New technologies often present an attractive solution when looking for ways to optimize and improve operations across your supply chain, especially as your business grows. And, while it’s true that automation and analytics can take your business to the next level, adding capabilities before you need them can bog you down with unnecessary complexity.
However, it’s possible to match up analytics and automation to the maturity of your business, and adding the right pieces at the right time creates a virtuous cycle. Information from your analytics tells your systems what to do, which identifies the areas where automation makes the most sense. Here’s how to grow those areas along with your company.
Stage 1: Understanding what has happened
If you’re just getting started in business, you probably look at freight costs strictly as an expense. At this point, the concentration is typically focused on ensuring that business is bringing in money and that the supply chain is mostly reliable, so your focus remains on the day-to-day execution rather than on long-term strategic efficiencies and sophisticated metrics.

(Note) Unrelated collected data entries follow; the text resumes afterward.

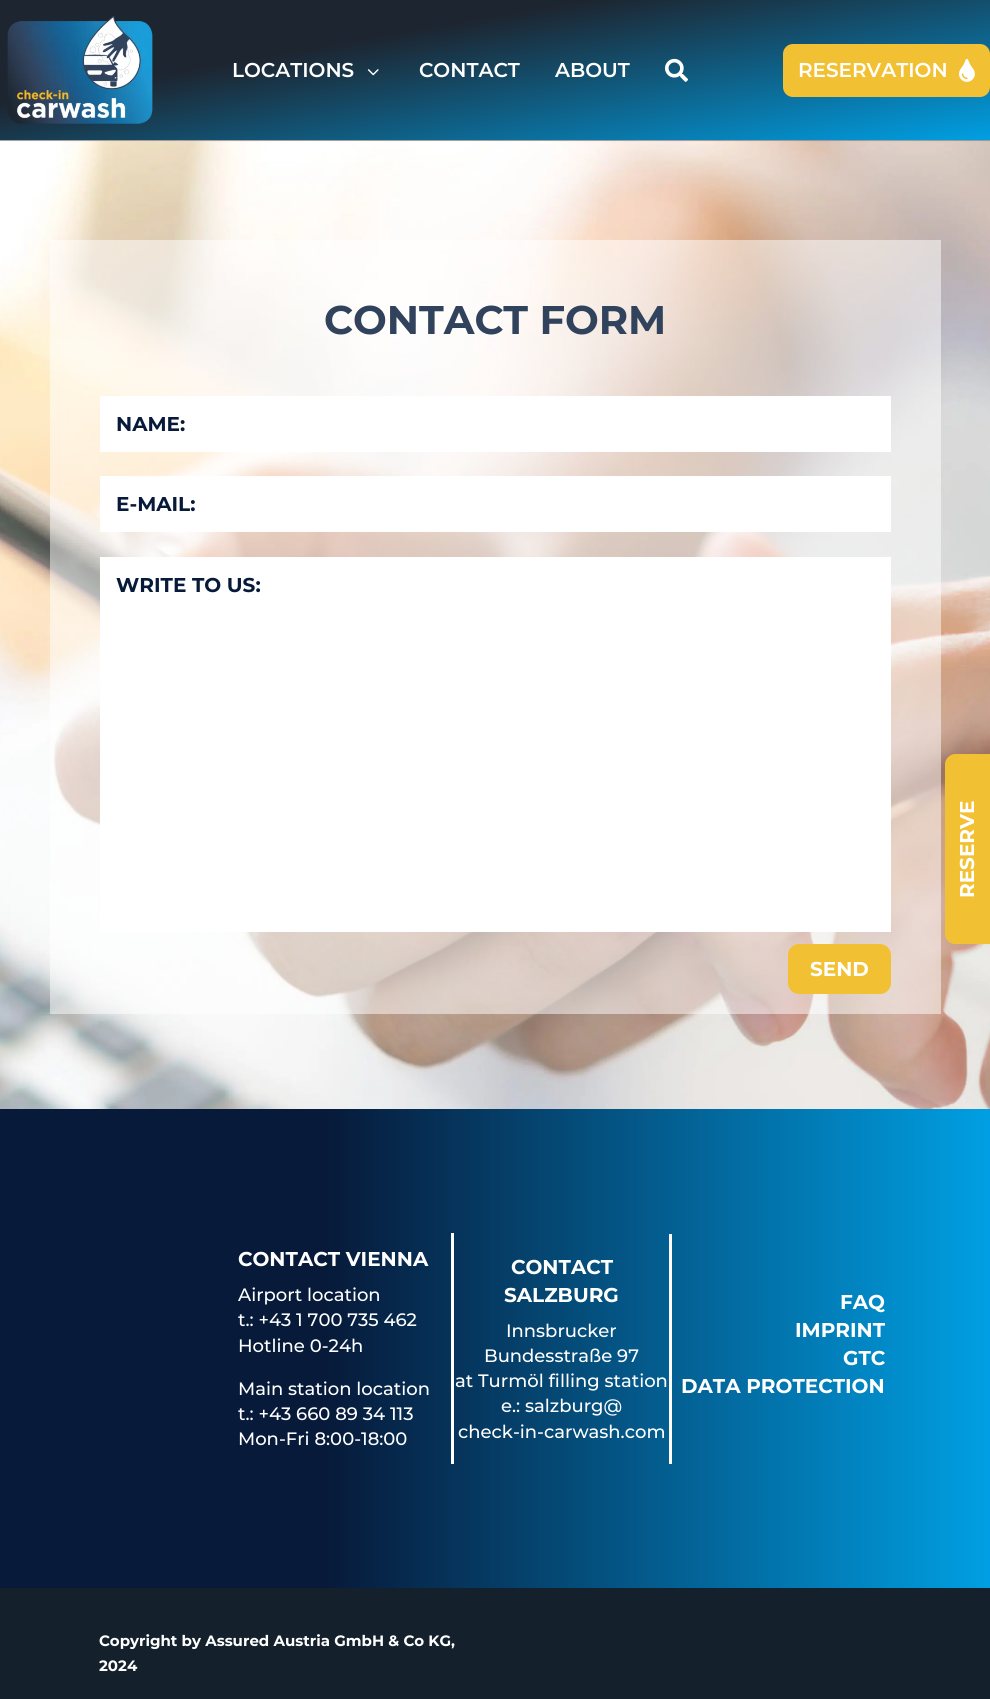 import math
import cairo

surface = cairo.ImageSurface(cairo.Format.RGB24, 990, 1699)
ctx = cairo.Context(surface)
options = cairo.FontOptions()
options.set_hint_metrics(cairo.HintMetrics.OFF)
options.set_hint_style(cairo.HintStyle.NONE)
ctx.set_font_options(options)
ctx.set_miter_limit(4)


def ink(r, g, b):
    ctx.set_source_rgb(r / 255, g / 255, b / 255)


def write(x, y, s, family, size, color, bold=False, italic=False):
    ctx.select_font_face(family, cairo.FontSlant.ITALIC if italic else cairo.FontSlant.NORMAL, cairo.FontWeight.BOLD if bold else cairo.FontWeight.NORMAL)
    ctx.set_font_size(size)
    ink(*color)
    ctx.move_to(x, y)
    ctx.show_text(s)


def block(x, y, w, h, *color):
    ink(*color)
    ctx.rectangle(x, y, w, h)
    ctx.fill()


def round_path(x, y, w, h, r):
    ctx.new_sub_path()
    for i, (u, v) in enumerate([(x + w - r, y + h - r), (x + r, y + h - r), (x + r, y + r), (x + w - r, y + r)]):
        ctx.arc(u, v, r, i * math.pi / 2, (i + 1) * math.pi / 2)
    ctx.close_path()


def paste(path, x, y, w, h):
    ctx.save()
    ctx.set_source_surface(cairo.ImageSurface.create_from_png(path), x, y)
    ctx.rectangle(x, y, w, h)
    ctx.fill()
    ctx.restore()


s1 = dict(family="Montserrat SemiBold", size=20, color=(255, 255, 255))
s2 = dict(family="Montserrat", size=40, color=(49, 67, 92), bold=True)
s3 = dict(family="Montserrat", size=20, color=(7, 26, 58), bold=True)
s4 = dict(family="Montserrat", size=20, color=(255, 255, 255), bold=True)
s5 = dict(family="Montserrat", size=15, color=(255, 255, 255), bold=True)
s6 = dict(family="Montserrat Medium", size=18, color=(255, 255, 255))

ink(255, 255, 255)
ctx.paint()
gradient = cairo.LinearGradient(468, -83, 522, 223)
gradient.add_color_stop_rgba(0.33, 0.114, 0.145, 0.188, 1)
gradient.add_color_stop_rgba(1, 0, 0.624, 0.89, 1)
ctx.set_source(gradient)
ctx.rectangle(0, 0, 990, 140)
ctx.fill()
paste("pic1.png", 7, 15, 146, 109)
write(232, 77, "LOCATIONS", **s1)
paste("pic2.png", 367, 69, 12, 7)
write(419, 77, "CONTACT", **s1)
write(555, 77, "ABOUT", **s1)
paste("pic3.png", 665, 58, 23, 24)
ink(242, 193, 51)
round_path(783, 44, 207, 53, 10)
ctx.fill()
write(798, 77, "RESERVATION", **s1)
paste("pic4.png", 959, 58, 16, 24)
paste("pic5.png", 0, 140, 990, 969)
ctx.set_source_rgba(1, 1, 1, 0.5)
ctx.rectangle(50, 240, 891, 774)
ctx.fill()
write(324, 334, "CONTACT FORM", **s2)
block(100, 396, 791, 56, 255, 255, 255)
write(116, 431, "NAME:", **s3)
block(100, 476, 791, 56, 255, 255, 255)
write(116, 511, "E-MAIL:", **s3)
block(100, 557, 791, 375, 255, 255, 255)
write(116, 592, "WRITE TO US:", **s3)
ink(242, 193, 51)
round_path(789, 945, 101, 48, 10)
ctx.fill_preserve()
ctx.stroke()
write(810, 976, "SEND", **s4)
block(0, 1588, 990, 111, 20, 33, 44)
ink(242, 193, 51)
ctx.new_path()
ctx.move_to(945, 934)
ctx.line_to(945, 764)
ctx.curve_to(945, 759, 950, 754, 955, 754)
ctx.line_to(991, 754)
ctx.line_to(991, 944)
ctx.line_to(955, 944)
ctx.curve_to(950, 944, 945, 940, 945, 934)
ctx.close_path()
ctx.fill()
ctx.save()
ctx.translate(974, 898)
ctx.rotate(-90 * math.pi / 180)
write(0, 0, "RESERVE", **s4)
ctx.restore()
write(99, 1646, "Copyright by Assured Austria GmbH & Co KG,", **s5)
write(99, 1671, "2024", **s5)
gradient = cairo.LinearGradient(0, 1349, 990, 1349)
gradient.add_color_stop_rgba(0.33, 0.027, 0.102, 0.227, 1)
gradient.add_color_stop_rgba(1, 0, 0.624, 0.89, 1)
ctx.set_source(gradient)
ctx.rectangle(0, 1109, 990, 479)
ctx.fill()
block(451, 1233, 3, 231, 255, 255, 255)
write(238, 1266, "CONTACT VIENNA", **s4)
write(238, 1301, "Airport location", **s6)
write(238, 1326, "t.: +43 1 700 735 462", **s6)
write(238, 1352, "Hotline 0-24h", **s6)
write(238, 1395, "Main station location", **s6)
write(238, 1420, "t.: +43 660 89 34 113", **s6)
write(238, 1445, "Mon-Fri 8:00-18:00", **s6)
write(511, 1274, "CONTACT", **s4)
write(504, 1302, "SALZBURG", **s4)
write(506, 1337, "Innsbrucker", **s6)
write(484, 1362, "Bundesstraße 97", **s6)
write(455, 1387, "at Turmöl filling station", **s6)
write(501, 1412, "e.: salzburg@", **s6)
write(458, 1438, "check-in-carwash.com", **s6)
block(669, 1234, 3, 230, 255, 255, 255)
write(840, 1309, "FAQ", **s4)
write(795, 1337, "IMPRINT", **s4)
write(843, 1365, "GTC", **s4)
write(681, 1393, "DATA PROTECTION", **s4)
surface.write_to_png("screenshot.png") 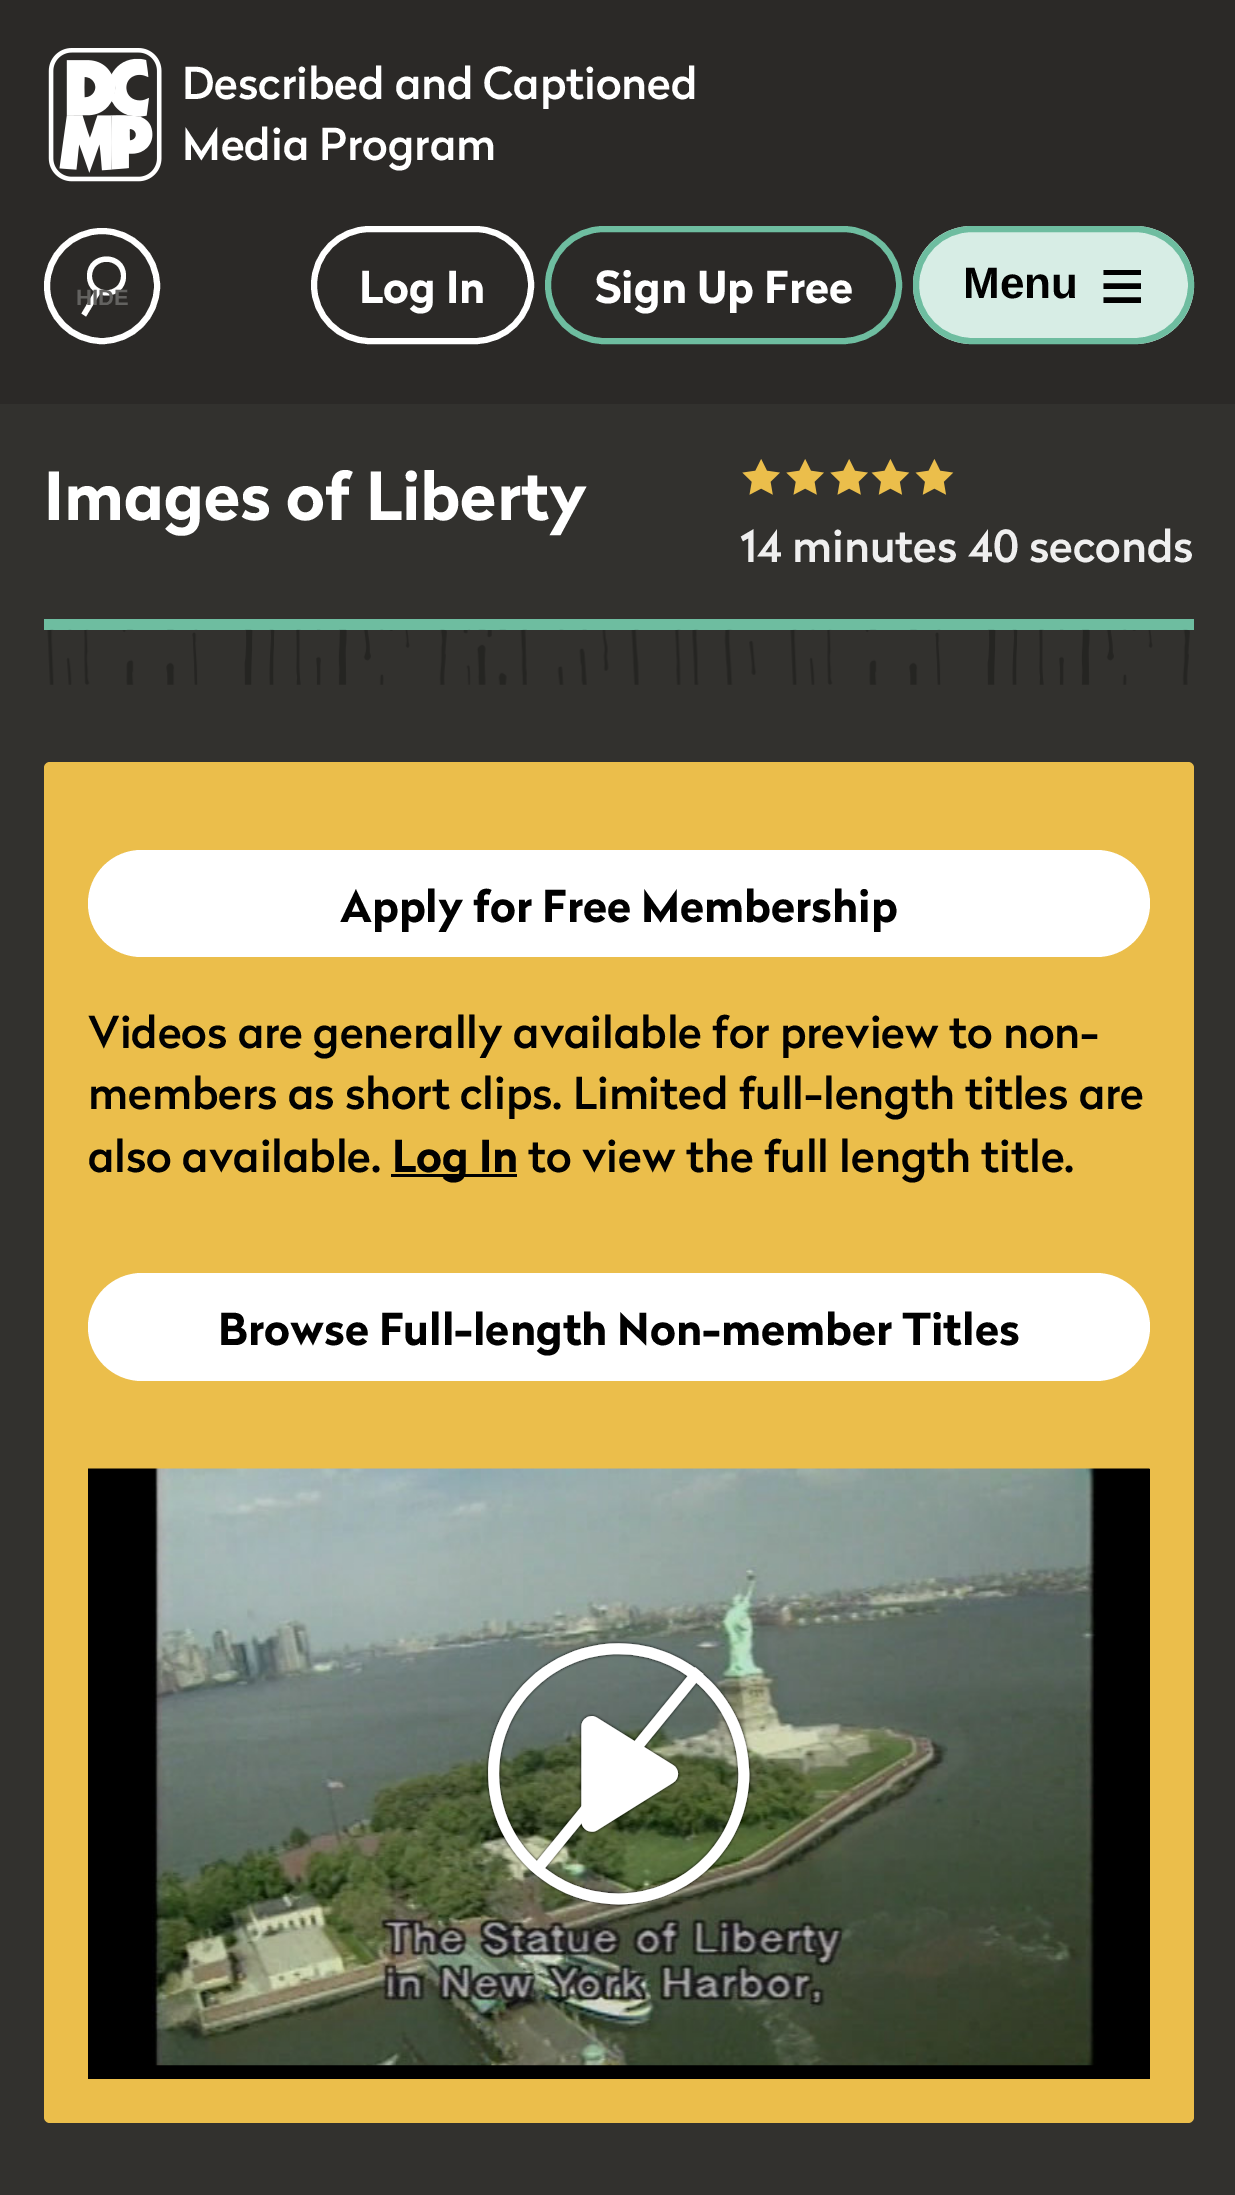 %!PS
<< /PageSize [1235 2195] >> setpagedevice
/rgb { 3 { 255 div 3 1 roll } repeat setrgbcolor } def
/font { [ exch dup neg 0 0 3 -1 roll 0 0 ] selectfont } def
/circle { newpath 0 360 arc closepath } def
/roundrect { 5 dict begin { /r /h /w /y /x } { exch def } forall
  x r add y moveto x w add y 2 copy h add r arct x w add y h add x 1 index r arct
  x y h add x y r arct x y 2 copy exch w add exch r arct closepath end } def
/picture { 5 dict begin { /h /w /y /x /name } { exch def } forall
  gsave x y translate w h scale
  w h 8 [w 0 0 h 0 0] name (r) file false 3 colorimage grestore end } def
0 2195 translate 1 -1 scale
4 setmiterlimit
50 49 46 rgb
0 0 1235 2195 rectfill
43 41 39 rgb
0 0 1235 404 rectfill
(img/1.rgb) 48 48 114 134 picture
255 255 255 rgb
126 276 moveto 126 250 87 250 87 276 curveto 87 302 126 302 126 276 curveto closepath 92 276 moveto 92 257 121 257 121 276 curveto 121 295 92 295 92 276 curveto closepath eofill
81.5 313.5 moveto 86 316.5 lineto 100 293.5 lineto 95 290.5 lineto closepath eofill
6 setlinewidth
102 286 55 circle stroke
314 229 217 112 56 roundrect stroke
110 189 160 rgb
548 229 351 112 56 roundrect stroke
215 237 229 rgb
913 226 281 118 59 roundrect fill
gsave
1103 270 38 33 rectclip
0 0 0 rgb
5.5 setlinewidth
1103.5 272 moveto 1141 272 lineto 1103.5 286 moveto 1141 286 lineto 1103.5 300 moveto 1141 300 lineto stroke
grestore
110 189 160 rgb
916 229 275 112 56 roundrect stroke
44 619 1150 11 rectfill
(img/2.rgb) 742 459 38 36 picture
(img/2.rgb) 786 459 38 36 picture
(img/2.rgb) 830 459 38 36 picture
(img/3.rgb) 871 459 39 36 picture
(img/3.rgb) 915 459 39 36 picture
(img/4.rgb) 47 629 1143 56 picture
235 190 75 rgb
44 762 1150 1361 6 roundrect fill
255 255 255 rgb
88 850 1062 107 53.5 roundrect fill
1 1 1 rgb
391 1174 126 3 rectfill
255 255 255 rgb
88 1273 1062 108 54 roundrect fill
0 0 0 rgb
88 1469 1062 610 rectfill
(img/5.rgb) 88 1468 1062 598 picture
(img/6.rgb) 486 1641 266 266 picture
/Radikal-Medium 44 font
255 255 255 rgb
182 99 moveto (Described and Captioned) show
182 160 moveto (Media Program) show
/LiberationSans-Bold 22 font
99 98 96 rgb
76 305 moveto (HIDE) show
/Radikal-Bold 44 font
255 255 255 rgb
359 303 moveto (Log In) show
595 303 moveto (Sign Up Free) show
/LiberationSans-Bold 44 font
1 1 1 rgb
963 298 moveto (Menu) show
/Radikal-Bold 66 font
255 255 255 rgb
44 520 moveto (Images of Liberty) show
/Radikal-Medium 44 font
239 239 239 rgb
740 562 moveto (14 minutes 40 seconds) show
/Radikal-Bold 44 font
1 1 1 rgb
340 922 moveto (Apply for Free Membership) show
/Radikal-Medium 44 font
[
  [(Videos are generally available for preview to non-) 88 1048]
  [(members as short clips. Limited full-length titles are) 88 1109]
  [(also available.) 88 1172]
] { aload pop moveto show } forall
/Radikal-Bold 44 font
392 1172 moveto (Log In) show
/Radikal-Medium 44 font
528 1172 moveto (to view the full length title.) show
/Radikal-Bold 44 font
218 1345 moveto (Browse Full-length Non-member Titles) show
showpage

At this point, you can get by with basic descriptive analytics that tell you what has been happening along the supply chain. You’ll want to understand what happened in your most recent shipments and compare that to previous months. By looking at historical data by region, by month and by shipping mode, you’ll be able to get a high-level picture of how business is running and uncover potential opportunities for improvement.
Stage 2: Digging into the why
Most companies find themselves at this level, where they know what has been happening but want to understand why. With that knowledge, it becomes possible to enable a proactive approach to create opportunities and efficiencies in your supply chain.
Once you have information like revenues, on-time performance and operating margin, you can better understand all of the factors that go into shifts in cost. This allows you to optimize and clean up any issues causing prices to increase while enabling you to take advantage of factors that have helped keep costs down.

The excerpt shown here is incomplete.